The Horizontal Visibility Graph (HVG) (Luque et al. 2009) is a simplification of the NVG method whose construction differs in the visibility definition: the visibility lines are only horizontal (see Fig. 2). Two nodes \(v_{i}\) and \(v_{j}\) are connected if, for all \((t_{k},Y_{k})\) with \(t_{i}< t_{k} < t_{j}\), the following condition is met:

$$\begin{aligned} Y_{i}, Y_{j} > Y_{k}. \end{aligned}$$
(2)

Given a time series, its HVG is always a subgraph of its NVG. This is illustrated in Fig. 2b where all edges present in the HVG are also present in the NVG, but the converse is not true, the edges represented by dashed pink lines. HVG nodes will always have a degree less than or equal to that of the corresponding NVG nodes. Therefore, there is some loss of quantitative information in HVG in comparison with NVG (Luque et al. 2009). However, in terms of qualitative characteristics, the graphs preserve part of the data information, namely, the local information (the closest time stamps) (Silva et al. 2021).

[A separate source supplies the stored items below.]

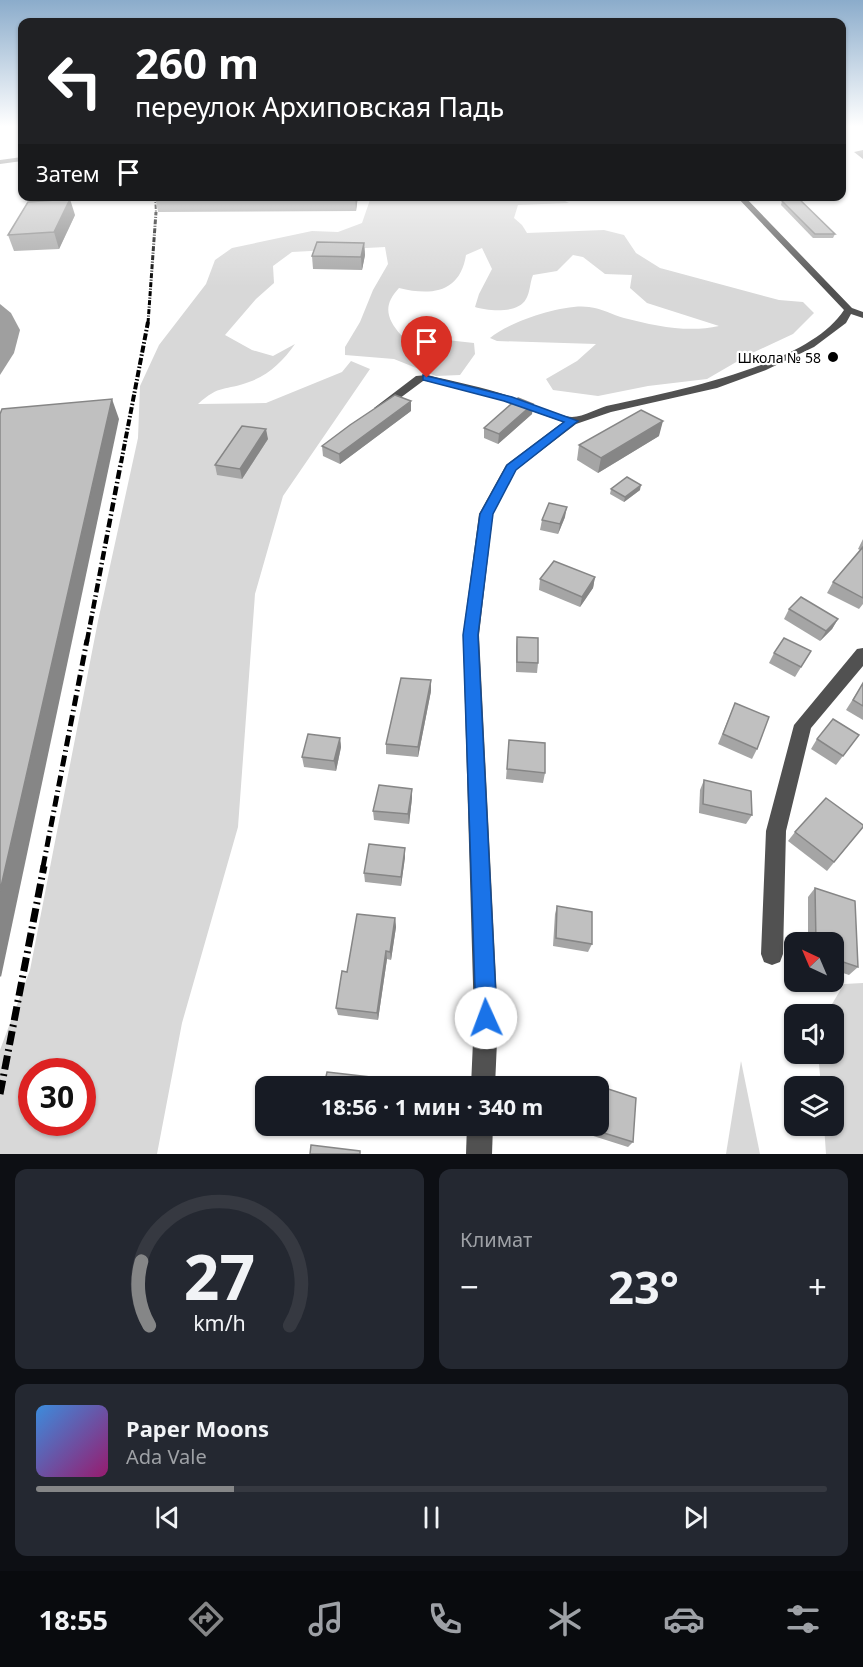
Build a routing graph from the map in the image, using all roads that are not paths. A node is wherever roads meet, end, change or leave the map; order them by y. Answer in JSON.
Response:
{"nodes":[{"id":1,"x":744,"y":201,"type":"edge"},
{"id":2,"x":856,"y":313,"type":"edge"},
{"id":3,"x":366,"y":417,"type":"edge"},
{"id":4,"x":572,"y":421,"type":"junction"},
{"id":5,"x":863,"y":654,"type":"edge"},
{"id":6,"x":772,"y":954,"type":"dead end"},
{"id":7,"x":483,"y":1076,"type":"edge"},
{"id":8,"x":480,"y":1136,"type":"edge"},
{"id":9,"x":479,"y":1154,"type":"edge"}],
"edges":[{"from":1,"to":2,"type":"street"},
{"from":2,"to":4,"type":"street"},
{"from":3,"to":4,"type":"street"},
{"from":4,"to":7,"type":"street"},
{"from":5,"to":6,"type":"street"},
{"from":8,"to":9,"type":"street"}]}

In a similar way to WNVG, we can assign weights to the edges of the HVG, \(w_{i,j} = 1 / \sqrt{(t_j-t_i)^2 + (Y_j - Y_i)^2}\), resulting in a weighted HVG (WHVG).

2.3.2 Quantile graphs

Quantile Graph (QG) (Campanharo et al. 2011) are obtained from a mapping based on transition probabilities. The method consists in assigning the time series observations to bins that are defined by \(\eta \) sample quantiles, \(q_{1}, q_{2}, \ldots , q_{\eta }\). Each sample quantile, \(q_{i}\), is mapped to a node \(v_{i}\) of the graph and the edges between two nodes \(v_{i}\) and \(v_{j}\) are directed and weighted, \((v_{i}, v_{j}, w_{i,j})\), where \(w_{i,j}\) represents the transition probability between quantile ranges. The adjacency matrix is a Markov transition matrix: \(\sum _{j=1}^\eta w_{i,j} = 1\), for each \(i = 1, \ldots , \eta ,\) and the network is weighted, directed and contains self-loops.Footnote 2 We illustrate this mapping method in Fig. 3.

Fig. 3
figure 3

Source: Reproduced from Silva et al. (2021)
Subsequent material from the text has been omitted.